Nederlandse pensioenfondsen zijn rijker dan ooit, maar mede door de techaandelen ook kwetsbaarder dan prettig voelt.
De toezichthouder
De Nederlandsche Bank (DNB) waarschuwt dat fondsen eind juli zo’n 150 miljard euro in techaandelen hadden zitten, bijna 43 procent van hun beursgenoteerde aandelenportefeuille. Als daar een klap valt, raakt dat direct de vermogens waarmee onze pensioenen moeten worden betaald.
DNB spreekt expliciet van een risico op een
AI‑zeepbel: koersen van
Big Tech zijn omhooggestuwd door torenhoge verwachtingen over kunstmatige intelligentie, terwijl allerminst zeker is dat die winsten ook werkelijk worden waargemaakt. “Wanneer de aandelenkoersen van techbedrijven abrupt dalen, kunnen financiële instellingen grote verliezen lijden”, stelt de centrale bank.
Toch is de relatie tussen een beurscrash en je maandelijkse
pensioen niet één op één.
Fondsen zijn in principe langetermijnbeleggers en schokken worden over decennia uitgesmeerd.

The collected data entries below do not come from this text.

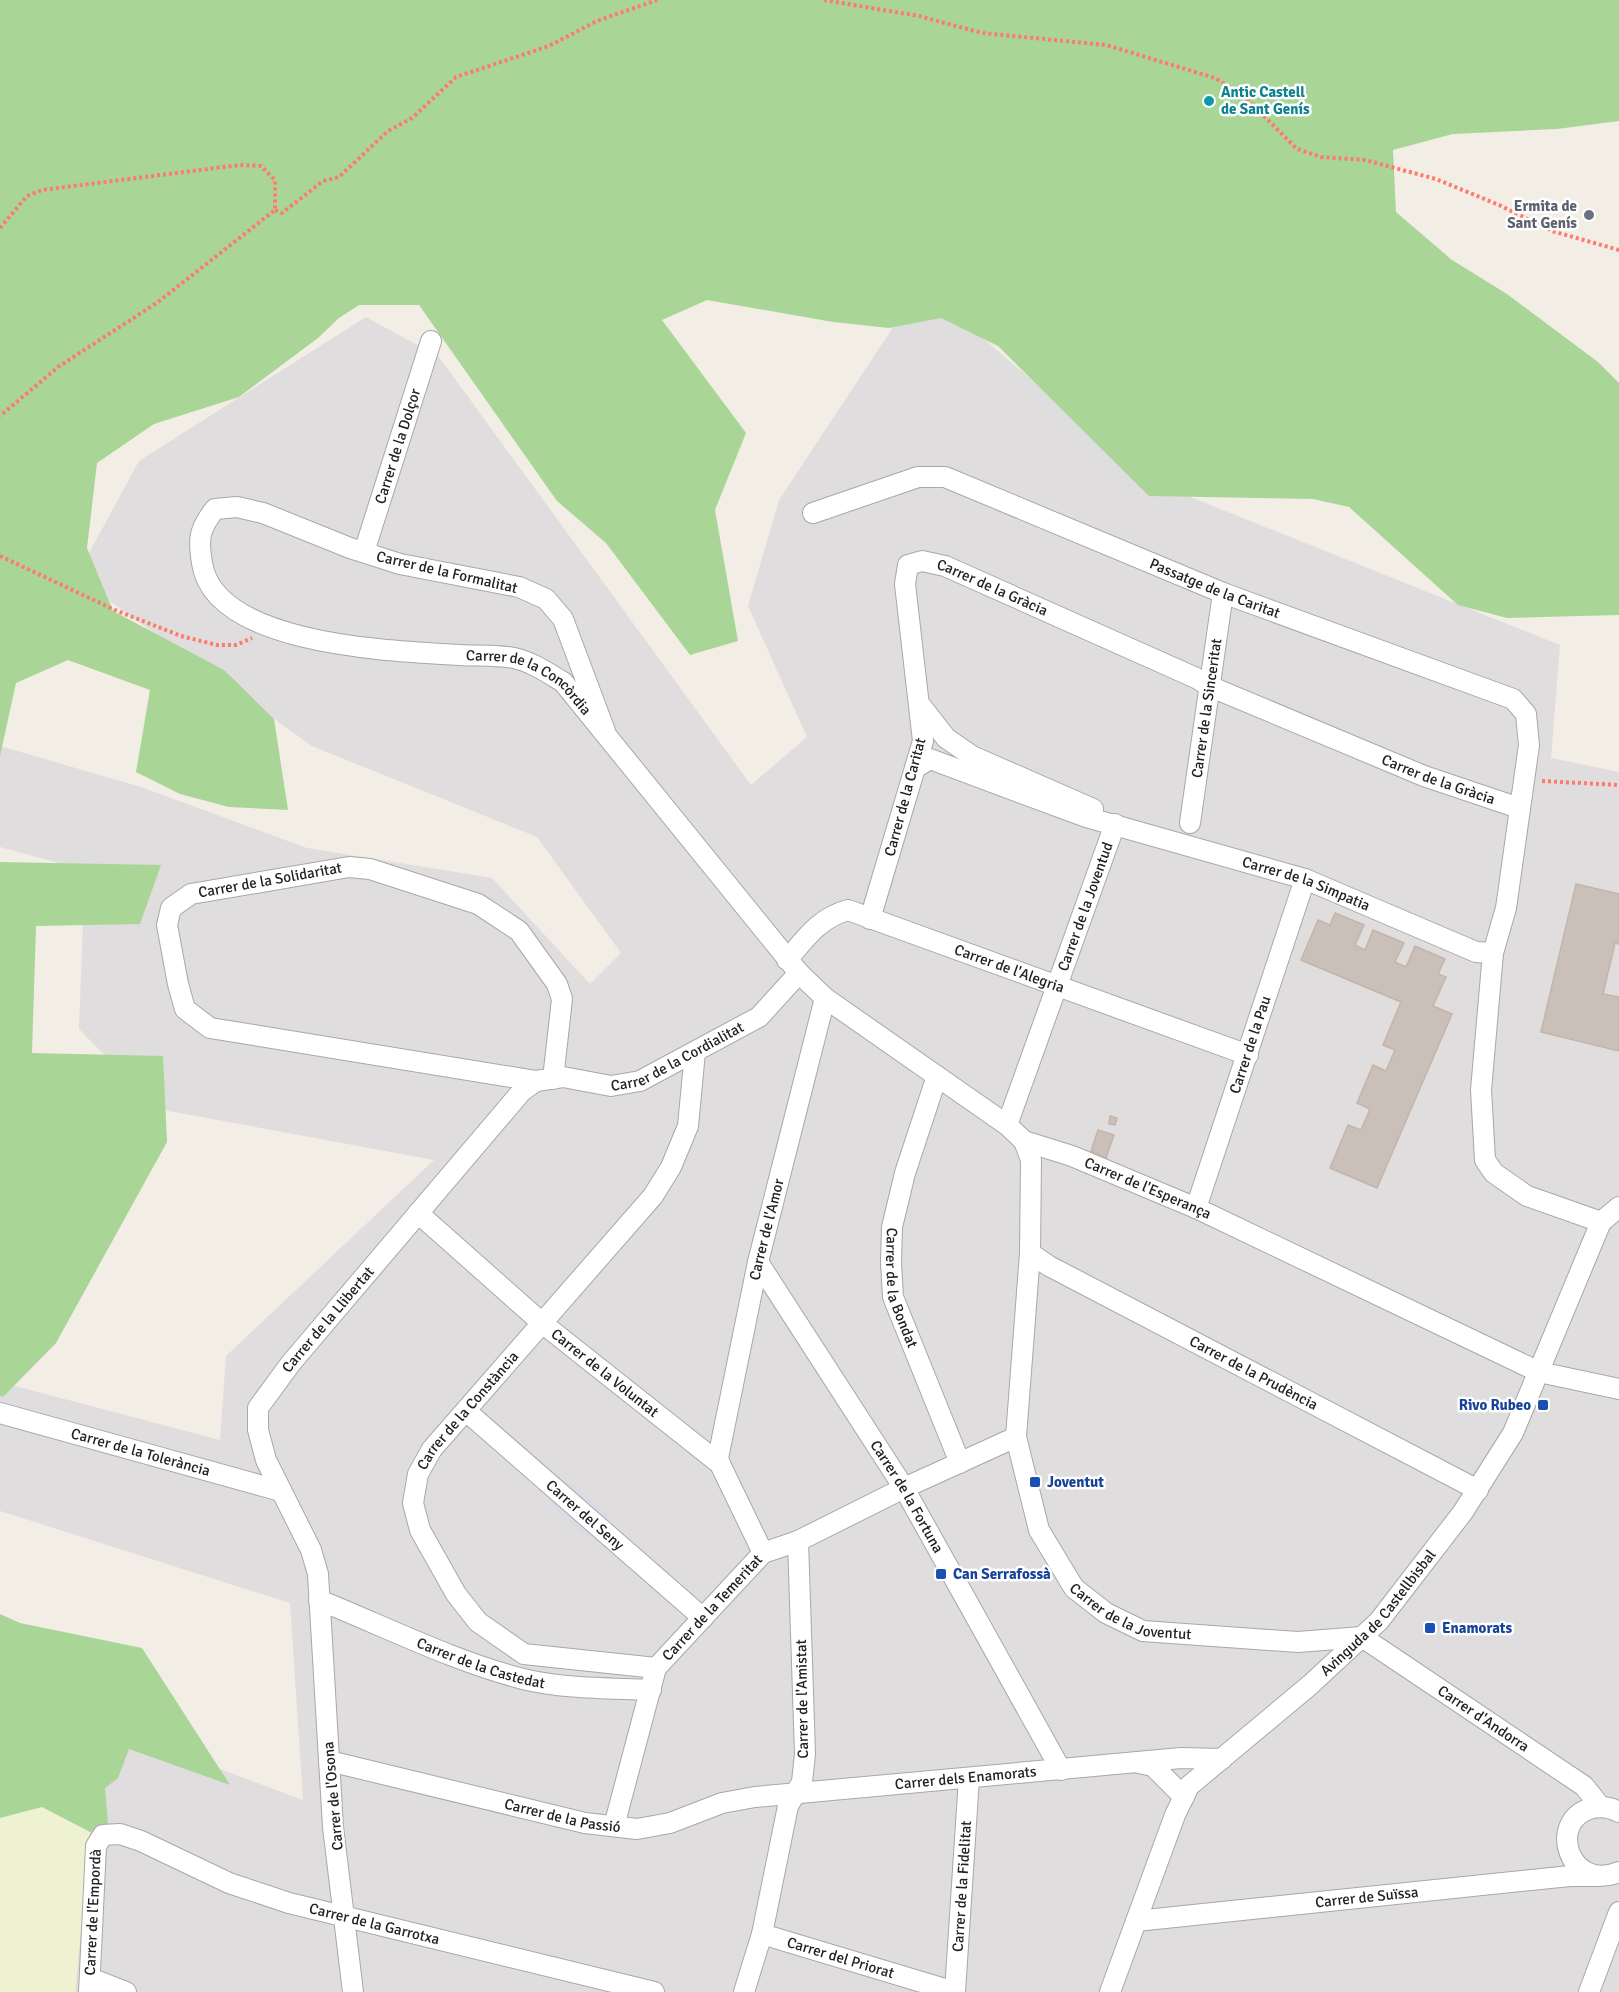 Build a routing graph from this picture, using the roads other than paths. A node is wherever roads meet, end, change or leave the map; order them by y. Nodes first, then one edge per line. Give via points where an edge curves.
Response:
1 (431, 341) dead end
2 (813, 513) dead end
3 (200, 546) joint
4 (364, 552) junction
5 (908, 565) joint
6 (1223, 592) junction
7 (1209, 686) junction
8 (921, 706) junction
9 (605, 731) junction
10 (915, 768) junction
11 (1519, 808) junction
12 (1190, 823) dead end
13 (1115, 824) junction
14 (1305, 879) junction
15 (870, 919) junction
16 (1493, 954) junction
17 (793, 967) junction
18 (1058, 987) junction
19 (825, 998) junction
20 (695, 1052) junction
21 (1248, 1055) junction
22 (937, 1076) junction
23 (544, 1080) junction
24 (1007, 1125) junction
25 (1024, 1141) junction
26 (1619, 1207) edge
27 (1196, 1208) junction
28 (418, 1213) junction
29 (1601, 1222) junction
30 (1030, 1253) junction
31 (758, 1262) junction
32 (542, 1323) junction
33 (1539, 1372) junction
34 (1619, 1389) edge
35 (466, 1411) junction
36 (0, 1413) edge
37 (1016, 1437) junction
38 (960, 1463) junction
39 (720, 1464) junction
40 (904, 1488) junction
41 (1478, 1490) junction
42 (281, 1491) junction
43 (798, 1541) junction
44 (762, 1553) junction
45 (319, 1600) junction
46 (704, 1618) junction
47 (1362, 1637) junction
48 (656, 1668) junction
49 (651, 1690) junction
50 (1222, 1759) junction
51 (329, 1761) junction
52 (1137, 1762) junction
53 (1061, 1770) junction
54 (969, 1778) junction
55 (795, 1794) junction
56 (1184, 1797) junction
57 (1610, 1809) edge
58 (614, 1826) junction
59 (104, 1835) joint
60 (1619, 1872) edge
61 (1599, 1876) junction
62 (1619, 1912) edge
63 (344, 1915) junction
64 (1136, 1921) junction
65 (762, 1934) junction
66 (89, 1985) edge
67 (126, 1992) edge
68 (353, 1992) edge
69 (654, 1992) edge
70 (744, 1992) edge
71 (955, 1992) edge
72 (1110, 1992) edge
73 (1589, 1992) edge

1 - 4 street, Carrer de la Dolçor
2 - 6 street, Passatge de la Caritat via 918,477 945,477
3 - 4 street, Carrer de la Formalitat via 202,525 215,509 237,507 263,513
3 - 9 street, Carrer de la Concòrdia via 204,572 219,599 253,620 313,641 514,658 563,682
4 - 9 street, Carrer de la Formalitat via 400,564 519,587 546,599 563,619
5 - 7 street, Carrer de la Gràcia via 922,561 945,566
5 - 8 street, Carrer de la Caritat via 905,585
6 - 7 street, Carrer de la Sinceritat
6 - 11 street, Passatge de la Caritat via 1513,699 1526,714 1529,745
7 - 11 street, Carrer de la Gràcia via 1424,776
7 - 12 street, Carrer de la Sinceritat
8 - 10 street, Carrer de la Caritat via 923,741
8 - 13 street, Carrer de la Simpatia via 946,738 972,756 1081,802
9 - 17 street, Carrer de la Concòrdia
10 - 13 street, Carrer de la Simpatia via 930,759 1046,804
10 - 15 street, Carrer de la Caritat
11 - 16 street via 1506,908
13 - 14 street, Carrer de la Simpatia
13 - 18 street, Carrer de la Joventud
14 - 16 street, Carrer de la Simpatia via 1476,952
14 - 21 street, Carrer de la Pau
15 - 17 street, Carrer de l'Alegria via 848,910 833,914 819,923
15 - 18 street, Carrer de l'Alegria
16 - 29 street via 1481,1090 1485,1160 1494,1173 1527,1196
17 - 19 street, Carrer de l'Esperança
17 - 20 street, Carrer de la Cordialitat via 759,1017
18 - 21 street, Carrer de l'Alegria
18 - 24 street, Carrer de la Joventud
19 - 22 street, Carrer de l'Esperança
19 - 31 street, Carrer de l'Amor
20 - 23 street, Carrer de la Cordialitat via 640,1081 611,1086 563,1077
20 - 32 street, Carrer de la Constància via 688,1126 671,1167 653,1196
21 - 27 street, Carrer de la Pau
22 - 24 street, Carrer de l'Esperança
22 - 38 street, Carrer de la Bondat via 892,1227 893,1297
23 - 23 street, Carrer de la Solidaritat via 210,1028 185,1009 167,926 171,908 191,894 349,867 370,869 478,904 519,931 557,984 562,999
23 - 28 street, Carrer de la Llibertat via 522,1091
24 - 25 street, Carrer de l'Esperança
25 - 27 street, Carrer de l'Esperança via 1072,1156
25 - 30 street, Carrer de la Joventut via 1031,1160
26 - 29 street, Avinguda de Castellbisbal
27 - 33 street, Carrer de l'Esperança
28 - 32 street, Carrer de la Voluntat
28 - 42 street, Carrer de la Llibertat via 291,1363 258,1408 258,1430 266,1460
29 - 33 street, Avinguda de Castellbisbal
30 - 37 street, Carrer de la Joventut
30 - 41 street, Carrer de la Prudència
31 - 39 street, Carrer de l'Amor via 718,1458
31 - 40 street, Carrer de la Fortuna
32 - 35 street, Carrer de la Constància
32 - 39 street, Carrer de la Voluntat
33 - 34 street, Carrer de l'Esperança
33 - 41 street, Avinguda de Castellbisbal via 1513,1433
35 - 46 street, Carrer del Seny
35 - 48 street, Carrer de la Constància via 432,1449 418,1474 413,1503 420,1530 456,1594 478,1622 524,1654
36 - 42 street, Carrer de la Tolerància
37 - 38 street, Carrer de la Temeritat
37 - 47 street, Carrer de la Joventut via 1038,1530 1074,1588 1106,1613 1143,1631 1182,1635 1298,1642
38 - 40 street, Carrer de la Temeritat
39 - 44 street, Carrer de la Voluntat
40 - 43 street, Carrer de la Temeritat
40 - 53 street, Carrer de la Fortuna
41 - 47 street, Avinguda de Castellbisbal via 1379,1621
42 - 45 street, Carrer de la Llibertat via 311,1550 318,1574
43 - 44 street, Carrer de la Temeritat
43 - 55 street, Carrer de l'Amistat via 805,1754 802,1782
44 - 46 street, Carrer de la Temeritat
45 - 49 street, Carrer de la Castedat via 483,1667 526,1680
45 - 51 street, Carrer de l'Osona
46 - 48 street, Carrer de la Temeritat
47 - 50 street, Avinguda de Castellbisbal
47 - 57 street, Carrer d'Andorra via 1584,1786
48 - 49 street, Carrer de la Temeritat
49 - 58 street, Carrer de la Temeritat
50 - 52 street, Carrer dels Enamorats
50 - 56 street, Avinguda de Castellbisbal via 1189,1786
51 - 58 street, Carrer de la Passió
51 - 63 street, Carrer de l'Osona
52 - 53 street, Carrer dels Enamorats
52 - 56 street via 1153,1767
53 - 54 street, Carrer dels Enamorats
54 - 55 street, Carrer dels Enamorats
54 - 71 street, Carrer de la Fidelitat
55 - 58 street, Carrer de la Passió via 722,1803 670,1824 637,1829
55 - 65 street, Carrer de l'Amistat via 788,1806
56 - 64 street, Avinguda de Castellbisbal
57 - 61 street via 1578,1815 1567,1844 1580,1869
59 - 63 street, Carrer de la Garrotxa via 120,1834 229,1883 289,1903
59 - 66 street, Carrer de l'Empordà via 96,1846
60 - 61 street, Carrer de Suïssa
61 - 64 street, Carrer de Suïssa
62 - 73 street
63 - 68 street, Carrer de l'Osona
63 - 69 street, Carrer de la Garrotxa
64 - 72 street, Avinguda de Castellbisbal
65 - 70 street, Carrer de l'Amistat
65 - 71 street, Carrer del Priorat
66 - 67 street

Maar met de overgang naar het nieuwe pensioenstelsel, waarin deelnemers meer beleggingsrisico gaan voelen in hun eigen “persoonlijke potje”, wordt die schok mogelijk zichtbaarder op het individuele pensioenoverzicht.
De vraag is dus niet óf beursrisico bestaat, maar wie het draagt en hoe transparant dat wordt gecommuniceerd. Zeker nu bijna de helft van de aandelenportefeuille leunt op een handvol Amerikaanse techreuzen, is de belofte van “zeker pensioen” minder vanzelfsprekend dan jarenlang is voorgespiegeld.